» Dataset

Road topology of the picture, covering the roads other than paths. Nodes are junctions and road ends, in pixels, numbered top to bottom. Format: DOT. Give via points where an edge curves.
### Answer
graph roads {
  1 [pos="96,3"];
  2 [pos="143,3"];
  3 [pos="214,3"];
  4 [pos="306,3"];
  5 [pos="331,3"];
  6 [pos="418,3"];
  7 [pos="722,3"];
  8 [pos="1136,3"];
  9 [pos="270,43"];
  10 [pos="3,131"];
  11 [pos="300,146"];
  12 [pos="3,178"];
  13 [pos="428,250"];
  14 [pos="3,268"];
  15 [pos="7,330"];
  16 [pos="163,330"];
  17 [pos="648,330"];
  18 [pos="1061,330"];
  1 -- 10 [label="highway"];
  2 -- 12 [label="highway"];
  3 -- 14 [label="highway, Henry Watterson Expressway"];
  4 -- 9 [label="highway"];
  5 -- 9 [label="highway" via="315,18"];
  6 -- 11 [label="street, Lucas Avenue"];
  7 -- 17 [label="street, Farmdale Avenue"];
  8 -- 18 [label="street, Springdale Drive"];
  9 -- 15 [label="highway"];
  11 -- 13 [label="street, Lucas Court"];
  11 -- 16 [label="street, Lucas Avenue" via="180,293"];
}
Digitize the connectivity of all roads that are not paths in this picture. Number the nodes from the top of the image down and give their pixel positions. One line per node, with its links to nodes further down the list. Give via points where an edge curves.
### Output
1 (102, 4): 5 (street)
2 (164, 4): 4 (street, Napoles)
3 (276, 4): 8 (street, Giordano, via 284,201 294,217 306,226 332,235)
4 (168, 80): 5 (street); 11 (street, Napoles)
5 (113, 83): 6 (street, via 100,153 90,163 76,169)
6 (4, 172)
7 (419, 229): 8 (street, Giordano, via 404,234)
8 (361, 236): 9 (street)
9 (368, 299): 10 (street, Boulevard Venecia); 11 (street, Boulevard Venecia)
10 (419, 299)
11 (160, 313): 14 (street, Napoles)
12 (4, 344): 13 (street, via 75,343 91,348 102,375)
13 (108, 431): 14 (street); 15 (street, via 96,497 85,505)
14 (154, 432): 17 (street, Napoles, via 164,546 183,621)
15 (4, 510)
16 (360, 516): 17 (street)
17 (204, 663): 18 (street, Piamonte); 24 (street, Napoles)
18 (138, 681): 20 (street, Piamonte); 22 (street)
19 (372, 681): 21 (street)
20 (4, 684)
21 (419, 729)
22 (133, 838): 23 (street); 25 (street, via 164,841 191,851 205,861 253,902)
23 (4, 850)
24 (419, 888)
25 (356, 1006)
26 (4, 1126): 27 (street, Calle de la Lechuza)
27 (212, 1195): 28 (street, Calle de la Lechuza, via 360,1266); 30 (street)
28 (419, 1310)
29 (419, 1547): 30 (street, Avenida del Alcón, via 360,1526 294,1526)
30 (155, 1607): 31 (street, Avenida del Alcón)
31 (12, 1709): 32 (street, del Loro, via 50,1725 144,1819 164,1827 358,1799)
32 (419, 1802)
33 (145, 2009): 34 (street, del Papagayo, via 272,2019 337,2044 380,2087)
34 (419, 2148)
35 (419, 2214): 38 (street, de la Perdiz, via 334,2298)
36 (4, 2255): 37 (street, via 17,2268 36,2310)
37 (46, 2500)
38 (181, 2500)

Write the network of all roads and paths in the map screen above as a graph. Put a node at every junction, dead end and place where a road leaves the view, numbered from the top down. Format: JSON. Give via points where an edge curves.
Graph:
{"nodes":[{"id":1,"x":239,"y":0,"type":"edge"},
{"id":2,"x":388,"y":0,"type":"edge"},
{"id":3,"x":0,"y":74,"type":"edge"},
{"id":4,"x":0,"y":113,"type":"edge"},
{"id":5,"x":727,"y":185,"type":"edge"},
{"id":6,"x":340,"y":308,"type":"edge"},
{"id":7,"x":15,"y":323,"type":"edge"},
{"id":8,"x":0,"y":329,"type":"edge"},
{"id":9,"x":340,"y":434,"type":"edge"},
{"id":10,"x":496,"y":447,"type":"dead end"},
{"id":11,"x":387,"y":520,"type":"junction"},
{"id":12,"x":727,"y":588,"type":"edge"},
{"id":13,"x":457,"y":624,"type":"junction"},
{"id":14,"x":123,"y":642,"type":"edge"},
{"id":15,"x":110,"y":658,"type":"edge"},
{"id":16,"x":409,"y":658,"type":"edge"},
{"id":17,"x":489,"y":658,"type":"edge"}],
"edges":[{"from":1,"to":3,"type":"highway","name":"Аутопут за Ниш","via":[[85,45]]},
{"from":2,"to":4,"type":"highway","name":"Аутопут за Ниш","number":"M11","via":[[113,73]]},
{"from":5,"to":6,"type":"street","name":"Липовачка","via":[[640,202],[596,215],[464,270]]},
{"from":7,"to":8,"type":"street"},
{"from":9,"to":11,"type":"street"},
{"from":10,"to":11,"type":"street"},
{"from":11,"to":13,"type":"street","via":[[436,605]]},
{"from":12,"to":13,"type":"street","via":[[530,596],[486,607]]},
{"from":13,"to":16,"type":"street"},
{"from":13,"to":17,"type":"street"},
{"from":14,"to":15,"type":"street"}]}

* * *

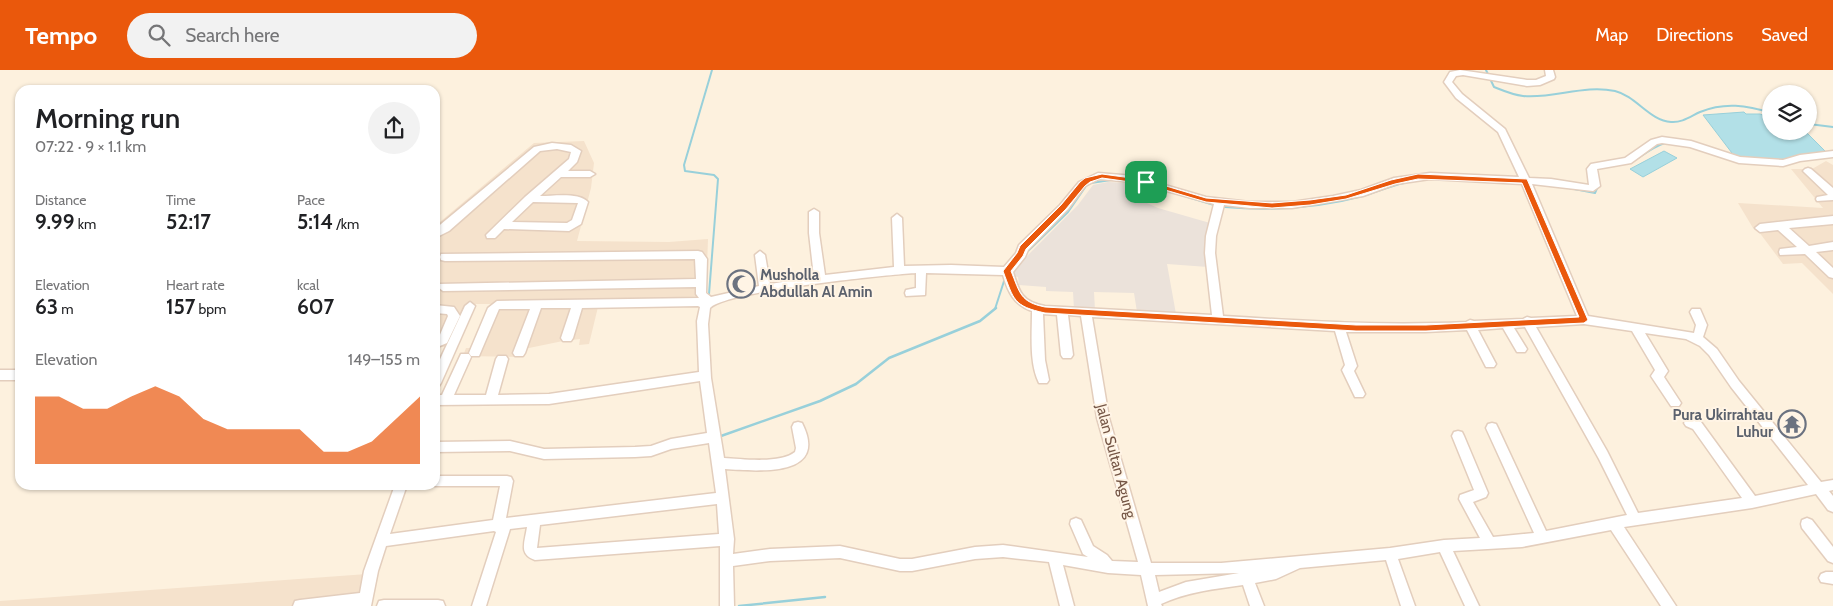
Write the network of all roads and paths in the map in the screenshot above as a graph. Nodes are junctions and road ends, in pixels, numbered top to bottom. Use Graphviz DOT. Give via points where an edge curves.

» Problem statement
There is a run of lines above from the one with "Road topology of" to the one with "Digitize the connectivity"; print exactly that run, both ends included, and nothing else.

» Finished task
Road topology of the picture, covering the roads other than paths. Nodes are junctions and road ends, in pixels, numbered top to bottom. Format: DOT. Give via points where an edge curves.
### Answer
graph roads {
  1 [pos="96,3"];
  2 [pos="143,3"];
  3 [pos="214,3"];
  4 [pos="306,3"];
  5 [pos="331,3"];
  6 [pos="418,3"];
  7 [pos="722,3"];
  8 [pos="1136,3"];
  9 [pos="270,43"];
  10 [pos="3,131"];
  11 [pos="300,146"];
  12 [pos="3,178"];
  13 [pos="428,250"];
  14 [pos="3,268"];
  15 [pos="7,330"];
  16 [pos="163,330"];
  17 [pos="648,330"];
  18 [pos="1061,330"];
  1 -- 10 [label="highway"];
  2 -- 12 [label="highway"];
  3 -- 14 [label="highway, Henry Watterson Expressway"];
  4 -- 9 [label="highway"];
  5 -- 9 [label="highway" via="315,18"];
  6 -- 11 [label="street, Lucas Avenue"];
  7 -- 17 [label="street, Farmdale Avenue"];
  8 -- 18 [label="street, Springdale Drive"];
  9 -- 15 [label="highway"];
  11 -- 13 [label="street, Lucas Court"];
  11 -- 16 [label="street, Lucas Avenue" via="180,293"];
}
Digitize the connectivity of all roads that are not paths in this picture. Number the nodes from the top of the image down and give their pixel positions. One line per node, with its links to nodes further down the list. Give via points where an edge curves.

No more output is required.